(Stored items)
■ ■ ■
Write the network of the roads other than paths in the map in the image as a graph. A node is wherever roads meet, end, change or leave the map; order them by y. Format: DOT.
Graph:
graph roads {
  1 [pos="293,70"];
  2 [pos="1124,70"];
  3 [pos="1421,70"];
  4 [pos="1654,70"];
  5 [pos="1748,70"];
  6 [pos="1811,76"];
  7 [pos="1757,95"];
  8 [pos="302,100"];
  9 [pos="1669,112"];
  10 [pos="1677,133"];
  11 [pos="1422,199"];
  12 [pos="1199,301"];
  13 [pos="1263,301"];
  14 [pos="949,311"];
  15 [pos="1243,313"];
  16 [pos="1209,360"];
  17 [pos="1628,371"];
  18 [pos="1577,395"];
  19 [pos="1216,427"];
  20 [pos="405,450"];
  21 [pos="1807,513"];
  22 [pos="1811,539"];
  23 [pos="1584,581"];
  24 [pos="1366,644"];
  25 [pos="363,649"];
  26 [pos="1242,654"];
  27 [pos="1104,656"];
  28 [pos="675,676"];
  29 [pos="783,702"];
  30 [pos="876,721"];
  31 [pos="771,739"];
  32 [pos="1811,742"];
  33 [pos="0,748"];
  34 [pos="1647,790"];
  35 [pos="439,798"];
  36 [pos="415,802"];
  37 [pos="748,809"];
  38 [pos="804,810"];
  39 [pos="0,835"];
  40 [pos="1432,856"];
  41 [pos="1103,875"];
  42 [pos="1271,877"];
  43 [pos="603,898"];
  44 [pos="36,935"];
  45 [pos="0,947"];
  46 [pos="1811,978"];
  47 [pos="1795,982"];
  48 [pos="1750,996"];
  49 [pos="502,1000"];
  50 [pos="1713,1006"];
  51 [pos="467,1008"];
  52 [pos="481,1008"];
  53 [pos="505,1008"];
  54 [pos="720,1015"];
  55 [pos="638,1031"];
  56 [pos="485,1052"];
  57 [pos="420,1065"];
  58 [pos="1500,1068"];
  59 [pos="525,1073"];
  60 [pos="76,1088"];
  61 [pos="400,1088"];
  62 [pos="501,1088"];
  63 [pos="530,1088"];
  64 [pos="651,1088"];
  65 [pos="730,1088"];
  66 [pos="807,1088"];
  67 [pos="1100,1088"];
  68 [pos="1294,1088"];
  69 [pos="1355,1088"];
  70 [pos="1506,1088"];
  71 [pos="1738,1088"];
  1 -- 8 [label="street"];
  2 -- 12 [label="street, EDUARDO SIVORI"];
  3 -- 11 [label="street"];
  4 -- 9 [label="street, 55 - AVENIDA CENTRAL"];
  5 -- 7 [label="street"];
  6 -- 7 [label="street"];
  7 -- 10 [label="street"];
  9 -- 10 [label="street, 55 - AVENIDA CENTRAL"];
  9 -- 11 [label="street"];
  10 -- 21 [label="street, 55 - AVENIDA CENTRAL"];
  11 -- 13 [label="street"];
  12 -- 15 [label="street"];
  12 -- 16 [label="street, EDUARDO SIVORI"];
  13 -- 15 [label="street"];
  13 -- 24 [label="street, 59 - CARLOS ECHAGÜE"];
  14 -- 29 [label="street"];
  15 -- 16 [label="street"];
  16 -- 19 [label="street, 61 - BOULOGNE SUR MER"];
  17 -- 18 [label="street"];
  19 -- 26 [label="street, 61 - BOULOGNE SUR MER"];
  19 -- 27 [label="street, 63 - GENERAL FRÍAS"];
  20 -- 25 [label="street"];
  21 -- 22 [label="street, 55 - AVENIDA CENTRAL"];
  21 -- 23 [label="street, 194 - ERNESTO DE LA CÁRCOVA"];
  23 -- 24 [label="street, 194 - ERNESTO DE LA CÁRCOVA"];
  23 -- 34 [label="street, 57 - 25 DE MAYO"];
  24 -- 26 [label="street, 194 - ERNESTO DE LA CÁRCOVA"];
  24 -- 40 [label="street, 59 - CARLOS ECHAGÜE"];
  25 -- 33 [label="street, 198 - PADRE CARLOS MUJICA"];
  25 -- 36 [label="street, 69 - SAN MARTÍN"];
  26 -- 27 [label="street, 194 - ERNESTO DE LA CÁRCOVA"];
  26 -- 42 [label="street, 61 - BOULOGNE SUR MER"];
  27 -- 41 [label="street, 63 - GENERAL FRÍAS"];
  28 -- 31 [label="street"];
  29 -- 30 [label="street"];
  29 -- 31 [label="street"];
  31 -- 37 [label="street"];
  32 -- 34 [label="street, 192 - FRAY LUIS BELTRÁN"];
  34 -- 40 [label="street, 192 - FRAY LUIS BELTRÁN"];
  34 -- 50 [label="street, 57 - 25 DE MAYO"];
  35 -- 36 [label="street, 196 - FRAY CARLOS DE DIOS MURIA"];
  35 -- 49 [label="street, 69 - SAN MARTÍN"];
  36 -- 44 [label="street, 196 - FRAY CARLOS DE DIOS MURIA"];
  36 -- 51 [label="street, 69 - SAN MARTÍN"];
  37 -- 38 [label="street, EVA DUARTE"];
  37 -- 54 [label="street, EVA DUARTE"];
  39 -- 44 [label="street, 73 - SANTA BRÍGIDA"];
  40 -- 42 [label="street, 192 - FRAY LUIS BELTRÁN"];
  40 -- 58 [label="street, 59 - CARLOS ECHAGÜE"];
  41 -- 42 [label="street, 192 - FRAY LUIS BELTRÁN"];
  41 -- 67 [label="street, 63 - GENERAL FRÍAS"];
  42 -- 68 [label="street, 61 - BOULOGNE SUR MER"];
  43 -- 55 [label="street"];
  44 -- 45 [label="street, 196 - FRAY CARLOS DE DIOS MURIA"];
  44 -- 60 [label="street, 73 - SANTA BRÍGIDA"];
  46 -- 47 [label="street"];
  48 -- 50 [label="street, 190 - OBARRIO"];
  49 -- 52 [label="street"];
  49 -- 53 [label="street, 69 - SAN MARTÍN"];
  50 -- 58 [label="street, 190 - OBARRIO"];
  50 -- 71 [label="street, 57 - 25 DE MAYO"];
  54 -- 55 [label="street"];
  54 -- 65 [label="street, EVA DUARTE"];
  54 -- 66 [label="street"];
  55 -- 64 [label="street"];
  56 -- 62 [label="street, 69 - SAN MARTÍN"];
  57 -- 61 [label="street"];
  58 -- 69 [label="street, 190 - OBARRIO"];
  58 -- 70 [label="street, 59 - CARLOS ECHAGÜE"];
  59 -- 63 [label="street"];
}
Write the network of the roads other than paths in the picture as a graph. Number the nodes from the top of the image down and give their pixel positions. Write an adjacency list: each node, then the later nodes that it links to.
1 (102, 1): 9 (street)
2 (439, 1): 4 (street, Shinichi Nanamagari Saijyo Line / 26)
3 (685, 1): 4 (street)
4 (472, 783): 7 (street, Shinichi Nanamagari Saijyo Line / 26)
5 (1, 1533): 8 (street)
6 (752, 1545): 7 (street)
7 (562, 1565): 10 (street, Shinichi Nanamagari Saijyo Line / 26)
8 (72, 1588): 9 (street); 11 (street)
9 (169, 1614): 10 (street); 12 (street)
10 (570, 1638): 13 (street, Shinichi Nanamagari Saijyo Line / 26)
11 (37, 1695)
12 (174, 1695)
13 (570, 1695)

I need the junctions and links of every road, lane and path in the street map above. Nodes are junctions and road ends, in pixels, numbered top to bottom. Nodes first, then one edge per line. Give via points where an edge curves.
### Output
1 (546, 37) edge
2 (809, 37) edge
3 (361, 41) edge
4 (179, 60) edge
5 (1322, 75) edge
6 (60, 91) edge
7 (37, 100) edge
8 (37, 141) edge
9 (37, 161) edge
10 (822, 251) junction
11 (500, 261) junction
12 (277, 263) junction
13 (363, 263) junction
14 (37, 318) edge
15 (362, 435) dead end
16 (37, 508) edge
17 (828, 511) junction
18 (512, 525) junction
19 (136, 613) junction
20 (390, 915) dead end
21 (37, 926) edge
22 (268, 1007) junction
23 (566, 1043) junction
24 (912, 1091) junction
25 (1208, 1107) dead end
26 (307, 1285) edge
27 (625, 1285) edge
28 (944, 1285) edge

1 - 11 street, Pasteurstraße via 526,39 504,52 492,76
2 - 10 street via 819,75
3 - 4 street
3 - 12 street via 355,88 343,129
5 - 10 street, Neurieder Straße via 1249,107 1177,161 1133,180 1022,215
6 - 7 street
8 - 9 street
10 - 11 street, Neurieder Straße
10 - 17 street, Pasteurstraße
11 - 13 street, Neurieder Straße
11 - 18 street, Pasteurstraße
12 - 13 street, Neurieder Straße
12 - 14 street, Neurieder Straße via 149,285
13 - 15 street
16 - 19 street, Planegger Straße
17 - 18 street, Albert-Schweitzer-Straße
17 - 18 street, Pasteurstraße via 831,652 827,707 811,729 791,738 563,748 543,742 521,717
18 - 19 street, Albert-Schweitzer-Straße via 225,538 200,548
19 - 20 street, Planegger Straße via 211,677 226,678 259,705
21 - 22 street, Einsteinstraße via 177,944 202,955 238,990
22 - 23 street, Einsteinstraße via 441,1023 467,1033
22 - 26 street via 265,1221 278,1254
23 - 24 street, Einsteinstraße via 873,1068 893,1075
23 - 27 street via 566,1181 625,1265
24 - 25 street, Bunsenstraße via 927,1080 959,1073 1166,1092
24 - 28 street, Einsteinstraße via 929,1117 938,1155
■ ■ ■
INSTRUCTIONS FOR THE TASK
Of the lines above, extract only those from the line with "it links to." to the line with "I need the junctions", both included, exactly as written.

ANSWER TO THE PROBLEM
Write the network of the roads other than paths in the picture as a graph. Number the nodes from the top of the image down and give their pixel positions. Write an adjacency list: each node, then the later nodes that it links to.
1 (102, 1): 9 (street)
2 (439, 1): 4 (street, Shinichi Nanamagari Saijyo Line / 26)
3 (685, 1): 4 (street)
4 (472, 783): 7 (street, Shinichi Nanamagari Saijyo Line / 26)
5 (1, 1533): 8 (street)
6 (752, 1545): 7 (street)
7 (562, 1565): 10 (street, Shinichi Nanamagari Saijyo Line / 26)
8 (72, 1588): 9 (street); 11 (street)
9 (169, 1614): 10 (street); 12 (street)
10 (570, 1638): 13 (street, Shinichi Nanamagari Saijyo Line / 26)
11 (37, 1695)
12 (174, 1695)
13 (570, 1695)

I need the junctions and links of every road, lane and path in the street map above. Nodes are junctions and road ends, in pixels, numbered top to bottom. Nodes first, then one edge per line. Give via points where an edge curves.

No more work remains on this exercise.